### What is needed
Could you copy every entry exactly, with nothing changed?
==================================================
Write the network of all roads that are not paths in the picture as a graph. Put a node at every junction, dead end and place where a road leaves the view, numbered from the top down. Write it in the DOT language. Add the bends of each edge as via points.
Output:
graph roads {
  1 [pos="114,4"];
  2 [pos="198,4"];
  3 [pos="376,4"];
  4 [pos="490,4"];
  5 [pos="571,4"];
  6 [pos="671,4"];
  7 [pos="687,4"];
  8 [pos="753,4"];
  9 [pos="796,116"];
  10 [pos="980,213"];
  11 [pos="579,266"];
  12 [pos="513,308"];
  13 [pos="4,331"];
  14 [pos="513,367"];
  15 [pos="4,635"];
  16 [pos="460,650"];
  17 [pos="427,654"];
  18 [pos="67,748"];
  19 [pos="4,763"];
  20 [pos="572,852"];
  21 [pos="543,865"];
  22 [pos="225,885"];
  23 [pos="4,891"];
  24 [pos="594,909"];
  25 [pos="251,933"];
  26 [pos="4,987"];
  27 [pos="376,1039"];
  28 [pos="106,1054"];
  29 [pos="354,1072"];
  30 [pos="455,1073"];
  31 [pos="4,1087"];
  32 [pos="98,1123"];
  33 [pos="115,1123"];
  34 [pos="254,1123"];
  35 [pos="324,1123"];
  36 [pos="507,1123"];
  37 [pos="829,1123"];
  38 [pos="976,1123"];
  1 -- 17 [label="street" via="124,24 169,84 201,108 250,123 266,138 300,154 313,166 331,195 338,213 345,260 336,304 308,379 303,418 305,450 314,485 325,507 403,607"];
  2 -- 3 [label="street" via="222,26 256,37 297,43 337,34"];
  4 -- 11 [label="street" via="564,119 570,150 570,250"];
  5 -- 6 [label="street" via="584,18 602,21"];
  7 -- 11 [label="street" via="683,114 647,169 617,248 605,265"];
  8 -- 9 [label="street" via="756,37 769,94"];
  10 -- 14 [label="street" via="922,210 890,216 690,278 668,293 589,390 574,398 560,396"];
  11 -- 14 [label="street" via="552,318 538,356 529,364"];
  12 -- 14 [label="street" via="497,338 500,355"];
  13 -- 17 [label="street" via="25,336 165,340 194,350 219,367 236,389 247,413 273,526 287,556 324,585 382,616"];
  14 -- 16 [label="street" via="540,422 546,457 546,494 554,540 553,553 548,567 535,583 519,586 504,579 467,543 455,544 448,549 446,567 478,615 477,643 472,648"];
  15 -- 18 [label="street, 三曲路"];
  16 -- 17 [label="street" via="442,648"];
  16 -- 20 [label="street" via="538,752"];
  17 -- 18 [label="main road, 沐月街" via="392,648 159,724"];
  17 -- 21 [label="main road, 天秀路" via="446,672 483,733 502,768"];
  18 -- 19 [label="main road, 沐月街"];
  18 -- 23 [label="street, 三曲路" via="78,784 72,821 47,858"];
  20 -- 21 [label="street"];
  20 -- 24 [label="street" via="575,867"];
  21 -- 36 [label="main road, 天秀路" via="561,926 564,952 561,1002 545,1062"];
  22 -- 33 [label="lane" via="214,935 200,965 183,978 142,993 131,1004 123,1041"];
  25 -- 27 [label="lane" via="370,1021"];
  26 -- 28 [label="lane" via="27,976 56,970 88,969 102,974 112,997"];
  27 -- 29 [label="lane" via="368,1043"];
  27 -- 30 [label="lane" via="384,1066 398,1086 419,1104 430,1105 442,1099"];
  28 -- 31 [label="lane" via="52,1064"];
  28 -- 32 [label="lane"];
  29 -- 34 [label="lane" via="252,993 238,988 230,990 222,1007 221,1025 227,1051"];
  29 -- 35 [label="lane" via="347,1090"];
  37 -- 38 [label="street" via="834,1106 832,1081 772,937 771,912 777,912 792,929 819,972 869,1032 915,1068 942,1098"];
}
==================================================
### Answer box
Write the network of all roads that are not paths in the picture as a graph. Put a node at every junction, dead end and place where a road leaves the view, numbered from the top down. Write it in the DOT language. Add the bends of each edge as via points.
Output:
graph roads {
  1 [pos="114,4"];
  2 [pos="198,4"];
  3 [pos="376,4"];
  4 [pos="490,4"];
  5 [pos="571,4"];
  6 [pos="671,4"];
  7 [pos="687,4"];
  8 [pos="753,4"];
  9 [pos="796,116"];
  10 [pos="980,213"];
  11 [pos="579,266"];
  12 [pos="513,308"];
  13 [pos="4,331"];
  14 [pos="513,367"];
  15 [pos="4,635"];
  16 [pos="460,650"];
  17 [pos="427,654"];
  18 [pos="67,748"];
  19 [pos="4,763"];
  20 [pos="572,852"];
  21 [pos="543,865"];
  22 [pos="225,885"];
  23 [pos="4,891"];
  24 [pos="594,909"];
  25 [pos="251,933"];
  26 [pos="4,987"];
  27 [pos="376,1039"];
  28 [pos="106,1054"];
  29 [pos="354,1072"];
  30 [pos="455,1073"];
  31 [pos="4,1087"];
  32 [pos="98,1123"];
  33 [pos="115,1123"];
  34 [pos="254,1123"];
  35 [pos="324,1123"];
  36 [pos="507,1123"];
  37 [pos="829,1123"];
  38 [pos="976,1123"];
  1 -- 17 [label="street" via="124,24 169,84 201,108 250,123 266,138 300,154 313,166 331,195 338,213 345,260 336,304 308,379 303,418 305,450 314,485 325,507 403,607"];
  2 -- 3 [label="street" via="222,26 256,37 297,43 337,34"];
  4 -- 11 [label="street" via="564,119 570,150 570,250"];
  5 -- 6 [label="street" via="584,18 602,21"];
  7 -- 11 [label="street" via="683,114 647,169 617,248 605,265"];
  8 -- 9 [label="street" via="756,37 769,94"];
  10 -- 14 [label="street" via="922,210 890,216 690,278 668,293 589,390 574,398 560,396"];
  11 -- 14 [label="street" via="552,318 538,356 529,364"];
  12 -- 14 [label="street" via="497,338 500,355"];
  13 -- 17 [label="street" via="25,336 165,340 194,350 219,367 236,389 247,413 273,526 287,556 324,585 382,616"];
  14 -- 16 [label="street" via="540,422 546,457 546,494 554,540 553,553 548,567 535,583 519,586 504,579 467,543 455,544 448,549 446,567 478,615 477,643 472,648"];
  15 -- 18 [label="street, 三曲路"];
  16 -- 17 [label="street" via="442,648"];
  16 -- 20 [label="street" via="538,752"];
  17 -- 18 [label="main road, 沐月街" via="392,648 159,724"];
  17 -- 21 [label="main road, 天秀路" via="446,672 483,733 502,768"];
  18 -- 19 [label="main road, 沐月街"];
  18 -- 23 [label="street, 三曲路" via="78,784 72,821 47,858"];
  20 -- 21 [label="street"];
  20 -- 24 [label="street" via="575,867"];
  21 -- 36 [label="main road, 天秀路" via="561,926 564,952 561,1002 545,1062"];
  22 -- 33 [label="lane" via="214,935 200,965 183,978 142,993 131,1004 123,1041"];
  25 -- 27 [label="lane" via="370,1021"];
  26 -- 28 [label="lane" via="27,976 56,970 88,969 102,974 112,997"];
  27 -- 29 [label="lane" via="368,1043"];
  27 -- 30 [label="lane" via="384,1066 398,1086 419,1104 430,1105 442,1099"];
  28 -- 31 [label="lane" via="52,1064"];
  28 -- 32 [label="lane"];
  29 -- 34 [label="lane" via="252,993 238,988 230,990 222,1007 221,1025 227,1051"];
  29 -- 35 [label="lane" via="347,1090"];
  37 -- 38 [label="street" via="834,1106 832,1081 772,937 771,912 777,912 792,929 819,972 869,1032 915,1068 942,1098"];
}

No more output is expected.